Plaque C. van Traa (1980) Cor van Kralingen
On the corner of the Meent and the Rodezand, a plaque with the portrait of the urban planner Cornelis van Traa (Rotterdam, 1899 - 1977) hangs against the facade of the Timmerhuis (formerly Stadstimmerhuis). Van Traa has become known as the designer of the 'Basic Plan for Reconstruction'. In this plan, a modern city was advocated, with a departure from the historic city triangle. Because the urban functions were separated from each other, the residential function disappeared from the center to the suburbs and commercial zones and traffic flows received all the attention. Moreover, the center was moved slightly to the west, so that the Coolsingel now connected directly to the Leuvehaven and the Maas. Van Traa's Basic Plan was adopted by the city council in 1946 and has been decisive for the urban design of the current Rotterdam center.
Cor van Kralingen (Rotterdam, 1908 - Mijnsheerenland, 1977) was a sculptor and illustrator. Between 1935 and 1960 he made many pen drawings for the Varagids and publishing house Thieme.

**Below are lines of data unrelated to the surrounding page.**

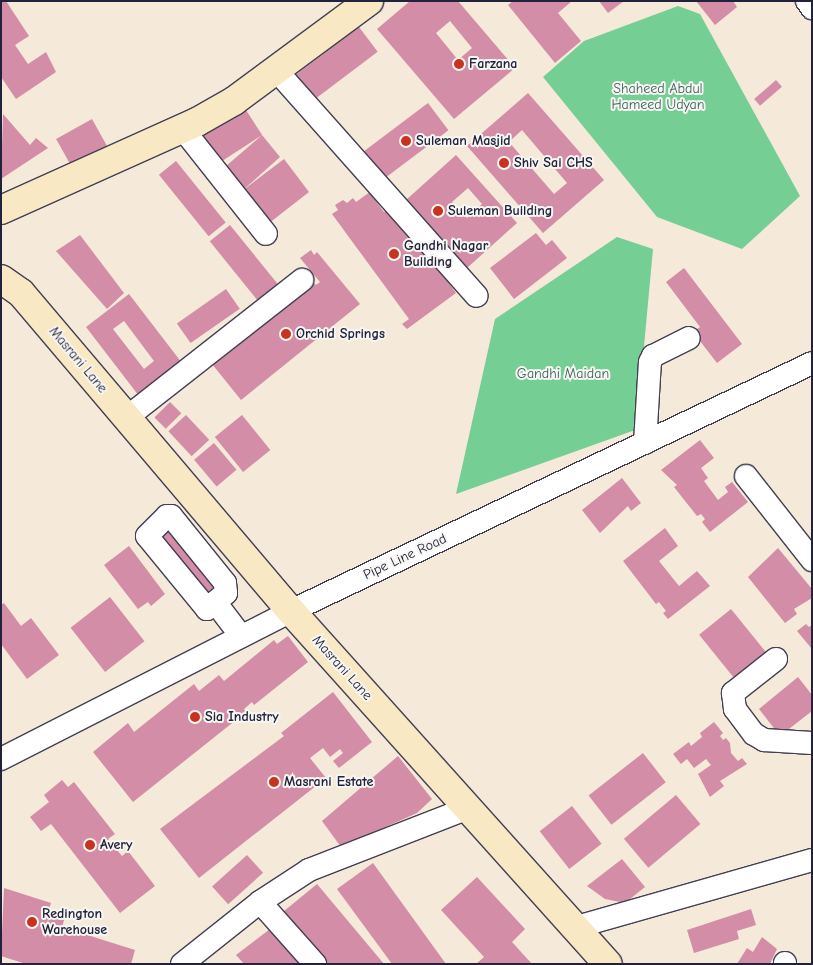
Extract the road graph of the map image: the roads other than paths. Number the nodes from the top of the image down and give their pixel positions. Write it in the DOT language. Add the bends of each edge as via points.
graph roads {
  1 [pos="369,1"];
  2 [pos="807,1"];
  3 [pos="812,8"];
  4 [pos="276,70"];
  5 [pos="182,128"];
  6 [pos="1,210"];
  7 [pos="266,234"];
  8 [pos="1,279"];
  9 [pos="302,280"];
  10 [pos="477,296"];
  11 [pos="689,338"];
  12 [pos="812,363"];
  13 [pos="126,418"];
  14 [pos="645,443"];
  15 [pos="746,476"];
  16 [pos="237,547"];
  17 [pos="812,560"];
  18 [pos="213,568"];
  19 [pos="215,602"];
  20 [pos="291,611"];
  21 [pos="241,636"];
  22 [pos="776,659"];
  23 [pos="812,742"];
  24 [pos="812,750"];
  25 [pos="812,756"];
  26 [pos="1,759"];
  27 [pos="468,808"];
  28 [pos="812,860"];
  29 [pos="260,902"];
  30 [pos="572,928"];
  31 [pos="182,964"];
  32 [pos="315,964"];
  33 [pos="608,964"];
  1 -- 4 [label="street"];
  2 -- 3 [label="street"];
  4 -- 5 [label="street" via="234,101"];
  4 -- 10 [label="street"];
  5 -- 6 [label="street"];
  5 -- 7 [label="street"];
  8 -- 13 [label="street, Masrani Lane" via="20,293"];
  9 -- 13 [label="street"];
  11 -- 14 [label="street" via="653,356 650,362"];
  12 -- 14 [label="street, Pipe Line Road"];
  13 -- 16 [label="street, Masrani Lane"];
  14 -- 20 [label="street, Pipe Line Road"];
  15 -- 17 [label="street"];
  16 -- 18 [label="street"];
  16 -- 20 [label="street, Masrani Lane"];
  18 -- 19 [label="street" via="226,588 226,593"];
  18 -- 19 [label="street" via="171,516 147,534 205,608"];
  19 -- 21 [label="street"];
  20 -- 21 [label="street, Pipe Line Road"];
  20 -- 27 [label="street, Masrani Lane"];
  21 -- 26 [label="street, Pipe Line Road"];
  22 -- 23 [label="street" via="733,693 735,709 754,734 764,740"];
  24 -- 25 [label="street"];
  27 -- 29 [label="street" via="309,870"];
  27 -- 30 [label="street, Masrani Lane"];
  28 -- 30 [label="street"];
  29 -- 31 [label="street"];
  29 -- 32 [label="street"];
  30 -- 33 [label="street, Masrani Lane"];
}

During the reconstruction period, Van Kralingen was able to design reliefs and facing bricks in Rotterdam. He designed it Twentsch Ros (1948) on the roof of the then Twentsche Bank on the Blaak and the eight animal figures of the Hofplein fountain (1955). He also made a number of war monuments, such as Falling man (1951) en Woman with pigeon (1965) at the war graves on Cemetery Crooswijk, and the Ttraveling woman (1958) on the Goereesestraat in Charlois. His style was characterized as invariably figurative. He liked simplicity and a classically oriented beauty.